I do know that Phase One's official spec on long exposures for the P45+ are, outdoor temps no higher than 69 degrees F and low to moderate humidity. I am not sure on the static electricity but this is CCD vs CMOS.
In my use, the D800e seems to get to a threshold in about 2 minutes to 5 minutes, then the rest of the image seems to stay pretty balanced out. The longest single shot I have taken the D800e to is 30 minutes and that was just playing around, as I normally will only stack at night, max 5 minutes per shot, average 2 min. I always have Long Exposure noise reduction off (which for nikon makes the camera create a dark frame each time).
The CMOS in the D800e does a good job, however it's plagued by the same white dot issue that the D810 had, and Nikon fixed. As I have seen many D800e cameras that don't seem to have the white dot issue, it's clear to me Nikon fixed this issue on the D800 family under the covers, and just forgot to apply the fix to the newer D810. I can also state that the outdoor temperature makes a big difference in the white dots, i.e. 80 degrees or hotter and they will be a pretty big issue. C1 does an excellent job on these spots with the single pixel noise slider, where as LR can not clean them without massive loss of detail in the rest of the image.
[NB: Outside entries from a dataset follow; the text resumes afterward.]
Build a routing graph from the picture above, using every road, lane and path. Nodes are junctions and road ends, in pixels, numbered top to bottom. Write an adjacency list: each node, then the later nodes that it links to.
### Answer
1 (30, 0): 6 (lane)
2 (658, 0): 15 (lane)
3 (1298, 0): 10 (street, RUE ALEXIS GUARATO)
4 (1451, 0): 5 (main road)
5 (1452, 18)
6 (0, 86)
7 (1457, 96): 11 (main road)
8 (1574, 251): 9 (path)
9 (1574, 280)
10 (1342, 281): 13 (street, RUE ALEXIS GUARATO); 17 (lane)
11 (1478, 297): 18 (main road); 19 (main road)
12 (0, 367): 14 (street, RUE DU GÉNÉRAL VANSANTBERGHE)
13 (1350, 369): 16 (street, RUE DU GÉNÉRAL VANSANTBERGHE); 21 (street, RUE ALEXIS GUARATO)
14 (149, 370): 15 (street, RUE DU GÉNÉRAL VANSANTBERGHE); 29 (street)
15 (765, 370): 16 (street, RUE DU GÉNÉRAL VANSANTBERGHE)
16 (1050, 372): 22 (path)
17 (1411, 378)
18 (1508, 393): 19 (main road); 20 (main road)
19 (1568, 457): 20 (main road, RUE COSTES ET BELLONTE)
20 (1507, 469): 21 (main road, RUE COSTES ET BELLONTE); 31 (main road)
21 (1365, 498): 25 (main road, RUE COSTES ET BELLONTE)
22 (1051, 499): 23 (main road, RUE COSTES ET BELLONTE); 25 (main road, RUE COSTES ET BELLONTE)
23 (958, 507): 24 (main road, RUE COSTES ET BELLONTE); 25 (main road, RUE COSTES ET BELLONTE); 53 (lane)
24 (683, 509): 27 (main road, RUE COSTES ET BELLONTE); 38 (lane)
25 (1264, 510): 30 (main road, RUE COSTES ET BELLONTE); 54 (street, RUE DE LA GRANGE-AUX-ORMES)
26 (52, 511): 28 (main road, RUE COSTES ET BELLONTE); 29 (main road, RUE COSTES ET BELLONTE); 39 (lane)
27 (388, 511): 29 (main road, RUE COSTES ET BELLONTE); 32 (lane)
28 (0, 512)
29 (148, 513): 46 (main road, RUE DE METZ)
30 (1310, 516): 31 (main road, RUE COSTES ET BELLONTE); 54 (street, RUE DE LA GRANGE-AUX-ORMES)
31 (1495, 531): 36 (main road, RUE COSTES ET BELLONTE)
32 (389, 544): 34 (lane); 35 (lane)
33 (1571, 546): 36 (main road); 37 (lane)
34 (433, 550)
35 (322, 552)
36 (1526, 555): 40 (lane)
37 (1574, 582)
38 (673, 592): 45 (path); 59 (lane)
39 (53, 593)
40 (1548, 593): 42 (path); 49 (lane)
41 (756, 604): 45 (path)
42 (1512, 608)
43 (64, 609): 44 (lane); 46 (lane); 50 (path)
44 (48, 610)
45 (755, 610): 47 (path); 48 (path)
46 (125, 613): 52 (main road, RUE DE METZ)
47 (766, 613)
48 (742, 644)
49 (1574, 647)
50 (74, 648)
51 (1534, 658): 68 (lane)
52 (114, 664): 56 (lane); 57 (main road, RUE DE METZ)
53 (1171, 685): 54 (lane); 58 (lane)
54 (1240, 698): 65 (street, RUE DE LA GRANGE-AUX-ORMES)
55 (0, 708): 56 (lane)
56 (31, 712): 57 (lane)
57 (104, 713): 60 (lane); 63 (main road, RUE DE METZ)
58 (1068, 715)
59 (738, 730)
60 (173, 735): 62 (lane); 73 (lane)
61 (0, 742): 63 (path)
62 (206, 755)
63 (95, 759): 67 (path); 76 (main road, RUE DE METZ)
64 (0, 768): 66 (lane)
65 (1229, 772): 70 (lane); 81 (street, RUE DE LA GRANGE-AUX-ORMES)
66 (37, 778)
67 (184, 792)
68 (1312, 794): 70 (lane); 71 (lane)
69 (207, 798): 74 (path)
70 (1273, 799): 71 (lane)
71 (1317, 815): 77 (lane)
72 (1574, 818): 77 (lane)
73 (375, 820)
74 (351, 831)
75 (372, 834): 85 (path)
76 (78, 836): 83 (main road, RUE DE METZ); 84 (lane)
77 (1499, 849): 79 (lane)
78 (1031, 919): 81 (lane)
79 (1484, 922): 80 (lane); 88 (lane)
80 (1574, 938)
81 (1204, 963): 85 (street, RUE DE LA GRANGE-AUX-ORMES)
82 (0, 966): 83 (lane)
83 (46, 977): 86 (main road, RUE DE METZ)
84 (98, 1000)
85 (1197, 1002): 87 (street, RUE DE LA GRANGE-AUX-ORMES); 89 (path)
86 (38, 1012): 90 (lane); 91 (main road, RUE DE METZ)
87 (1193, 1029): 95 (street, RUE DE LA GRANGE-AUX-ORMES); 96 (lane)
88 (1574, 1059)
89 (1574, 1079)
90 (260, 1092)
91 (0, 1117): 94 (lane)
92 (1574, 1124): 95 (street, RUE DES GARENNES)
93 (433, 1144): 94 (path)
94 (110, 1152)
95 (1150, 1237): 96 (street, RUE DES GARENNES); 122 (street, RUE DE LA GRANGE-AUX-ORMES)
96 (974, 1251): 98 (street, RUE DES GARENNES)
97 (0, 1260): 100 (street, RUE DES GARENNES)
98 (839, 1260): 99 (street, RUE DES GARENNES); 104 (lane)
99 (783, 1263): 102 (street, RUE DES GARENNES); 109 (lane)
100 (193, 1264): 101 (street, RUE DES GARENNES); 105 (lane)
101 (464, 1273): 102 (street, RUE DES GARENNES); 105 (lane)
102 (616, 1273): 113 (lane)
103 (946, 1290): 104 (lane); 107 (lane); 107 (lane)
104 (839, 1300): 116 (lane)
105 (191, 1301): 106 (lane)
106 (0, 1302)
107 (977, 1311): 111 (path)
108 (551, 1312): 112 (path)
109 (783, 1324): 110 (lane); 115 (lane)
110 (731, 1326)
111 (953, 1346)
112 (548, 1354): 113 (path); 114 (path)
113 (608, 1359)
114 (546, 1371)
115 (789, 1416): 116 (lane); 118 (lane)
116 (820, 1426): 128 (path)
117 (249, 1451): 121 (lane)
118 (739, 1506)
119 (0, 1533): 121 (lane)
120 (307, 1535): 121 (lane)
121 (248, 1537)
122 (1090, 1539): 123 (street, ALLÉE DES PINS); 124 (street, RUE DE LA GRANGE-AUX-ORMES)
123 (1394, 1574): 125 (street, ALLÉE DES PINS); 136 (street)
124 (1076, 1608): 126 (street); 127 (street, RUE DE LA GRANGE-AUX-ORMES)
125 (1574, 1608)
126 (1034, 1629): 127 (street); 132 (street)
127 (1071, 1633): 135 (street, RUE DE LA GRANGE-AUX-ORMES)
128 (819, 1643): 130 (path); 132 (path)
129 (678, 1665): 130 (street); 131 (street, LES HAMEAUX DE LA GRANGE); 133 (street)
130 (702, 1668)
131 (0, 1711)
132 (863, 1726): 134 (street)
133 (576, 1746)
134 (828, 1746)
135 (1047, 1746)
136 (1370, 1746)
With the IQ260, I have only taken mine to 10 and 15 minutes. Both frames at the LE setting of ISO 140. Results were OK, but still not as clean as my P45+ at 45 minutes, so I never really did anymore testing. Each time the back took the dark frame.
I have never tried stacking with the 260, due to the dark frame. If the dark frame can be disabled in Aerial mode in zero latency, I am still not sure it help much since in zero latency the back will get much pretty warm in a much shorter time frame.